▸ What the exercise asks
Each record must appear in your answer exactly as it does below.

[Source records]
▼

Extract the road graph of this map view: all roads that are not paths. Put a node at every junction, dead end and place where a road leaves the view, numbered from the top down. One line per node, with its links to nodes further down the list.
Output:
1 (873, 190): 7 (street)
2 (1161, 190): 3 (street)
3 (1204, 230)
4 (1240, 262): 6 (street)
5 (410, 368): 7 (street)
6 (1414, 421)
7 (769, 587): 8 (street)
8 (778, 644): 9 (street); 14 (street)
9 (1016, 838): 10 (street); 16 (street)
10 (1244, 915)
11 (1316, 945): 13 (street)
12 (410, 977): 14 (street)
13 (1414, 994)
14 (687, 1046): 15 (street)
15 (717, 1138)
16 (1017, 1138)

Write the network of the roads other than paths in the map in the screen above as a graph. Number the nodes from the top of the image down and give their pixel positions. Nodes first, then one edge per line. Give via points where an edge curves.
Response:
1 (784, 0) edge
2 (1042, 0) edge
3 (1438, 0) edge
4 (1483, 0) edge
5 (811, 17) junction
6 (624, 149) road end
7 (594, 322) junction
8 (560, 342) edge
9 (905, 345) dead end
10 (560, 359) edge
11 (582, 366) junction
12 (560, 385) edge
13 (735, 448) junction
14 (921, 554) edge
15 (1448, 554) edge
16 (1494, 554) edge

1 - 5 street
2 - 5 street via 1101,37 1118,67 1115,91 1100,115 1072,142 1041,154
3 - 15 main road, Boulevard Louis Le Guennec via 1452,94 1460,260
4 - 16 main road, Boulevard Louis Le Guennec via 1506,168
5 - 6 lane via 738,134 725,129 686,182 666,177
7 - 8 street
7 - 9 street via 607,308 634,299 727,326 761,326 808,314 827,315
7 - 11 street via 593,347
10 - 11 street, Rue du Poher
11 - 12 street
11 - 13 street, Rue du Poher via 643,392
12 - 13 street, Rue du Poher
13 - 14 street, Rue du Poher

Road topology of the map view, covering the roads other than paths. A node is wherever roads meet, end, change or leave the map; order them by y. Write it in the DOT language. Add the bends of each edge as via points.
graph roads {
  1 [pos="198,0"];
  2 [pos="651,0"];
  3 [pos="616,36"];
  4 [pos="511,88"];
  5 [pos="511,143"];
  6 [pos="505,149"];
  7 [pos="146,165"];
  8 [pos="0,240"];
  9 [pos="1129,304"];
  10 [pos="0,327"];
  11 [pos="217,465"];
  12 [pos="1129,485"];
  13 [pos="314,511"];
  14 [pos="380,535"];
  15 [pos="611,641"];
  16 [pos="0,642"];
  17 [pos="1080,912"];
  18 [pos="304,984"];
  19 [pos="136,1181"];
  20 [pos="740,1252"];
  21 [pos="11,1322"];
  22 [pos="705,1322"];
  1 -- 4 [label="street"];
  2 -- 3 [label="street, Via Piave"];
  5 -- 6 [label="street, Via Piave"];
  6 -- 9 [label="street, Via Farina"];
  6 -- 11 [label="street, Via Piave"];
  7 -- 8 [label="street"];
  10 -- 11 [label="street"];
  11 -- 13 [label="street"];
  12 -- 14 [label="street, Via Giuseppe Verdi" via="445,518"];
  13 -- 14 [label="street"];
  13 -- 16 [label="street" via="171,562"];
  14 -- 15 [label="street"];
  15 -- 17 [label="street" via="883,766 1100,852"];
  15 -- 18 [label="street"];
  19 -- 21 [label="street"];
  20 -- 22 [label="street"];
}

▲

▸ Solution below
Extract the road graph of this map view: all roads that are not paths. Put a node at every junction, dead end and place where a road leaves the view, numbered from the top down. One line per node, with its links to nodes further down the list.
Output:
1 (873, 190): 7 (street)
2 (1161, 190): 3 (street)
3 (1204, 230)
4 (1240, 262): 6 (street)
5 (410, 368): 7 (street)
6 (1414, 421)
7 (769, 587): 8 (street)
8 (778, 644): 9 (street); 14 (street)
9 (1016, 838): 10 (street); 16 (street)
10 (1244, 915)
11 (1316, 945): 13 (street)
12 (410, 977): 14 (street)
13 (1414, 994)
14 (687, 1046): 15 (street)
15 (717, 1138)
16 (1017, 1138)

Write the network of the roads other than paths in the map in the screen above as a graph. Number the nodes from the top of the image down and give their pixel positions. Nodes first, then one edge per line. Give via points where an edge curves.
Response:
1 (784, 0) edge
2 (1042, 0) edge
3 (1438, 0) edge
4 (1483, 0) edge
5 (811, 17) junction
6 (624, 149) road end
7 (594, 322) junction
8 (560, 342) edge
9 (905, 345) dead end
10 (560, 359) edge
11 (582, 366) junction
12 (560, 385) edge
13 (735, 448) junction
14 (921, 554) edge
15 (1448, 554) edge
16 (1494, 554) edge

1 - 5 street
2 - 5 street via 1101,37 1118,67 1115,91 1100,115 1072,142 1041,154
3 - 15 main road, Boulevard Louis Le Guennec via 1452,94 1460,260
4 - 16 main road, Boulevard Louis Le Guennec via 1506,168
5 - 6 lane via 738,134 725,129 686,182 666,177
7 - 8 street
7 - 9 street via 607,308 634,299 727,326 761,326 808,314 827,315
7 - 11 street via 593,347
10 - 11 street, Rue du Poher
11 - 12 street
11 - 13 street, Rue du Poher via 643,392
12 - 13 street, Rue du Poher
13 - 14 street, Rue du Poher

Road topology of the map view, covering the roads other than paths. A node is wherever roads meet, end, change or leave the map; order them by y. Write it in the DOT language. Add the bends of each edge as via points.
graph roads {
  1 [pos="198,0"];
  2 [pos="651,0"];
  3 [pos="616,36"];
  4 [pos="511,88"];
  5 [pos="511,143"];
  6 [pos="505,149"];
  7 [pos="146,165"];
  8 [pos="0,240"];
  9 [pos="1129,304"];
  10 [pos="0,327"];
  11 [pos="217,465"];
  12 [pos="1129,485"];
  13 [pos="314,511"];
  14 [pos="380,535"];
  15 [pos="611,641"];
  16 [pos="0,642"];
  17 [pos="1080,912"];
  18 [pos="304,984"];
  19 [pos="136,1181"];
  20 [pos="740,1252"];
  21 [pos="11,1322"];
  22 [pos="705,1322"];
  1 -- 4 [label="street"];
  2 -- 3 [label="street, Via Piave"];
  5 -- 6 [label="street, Via Piave"];
  6 -- 9 [label="street, Via Farina"];
  6 -- 11 [label="street, Via Piave"];
  7 -- 8 [label="street"];
  10 -- 11 [label="street"];
  11 -- 13 [label="street"];
  12 -- 14 [label="street, Via Giuseppe Verdi" via="445,518"];
  13 -- 14 [label="street"];
  13 -- 16 [label="street" via="171,562"];
  14 -- 15 [label="street"];
  15 -- 17 [label="street" via="883,766 1100,852"];
  15 -- 18 [label="street"];
  19 -- 21 [label="street"];
  20 -- 22 [label="street"];
}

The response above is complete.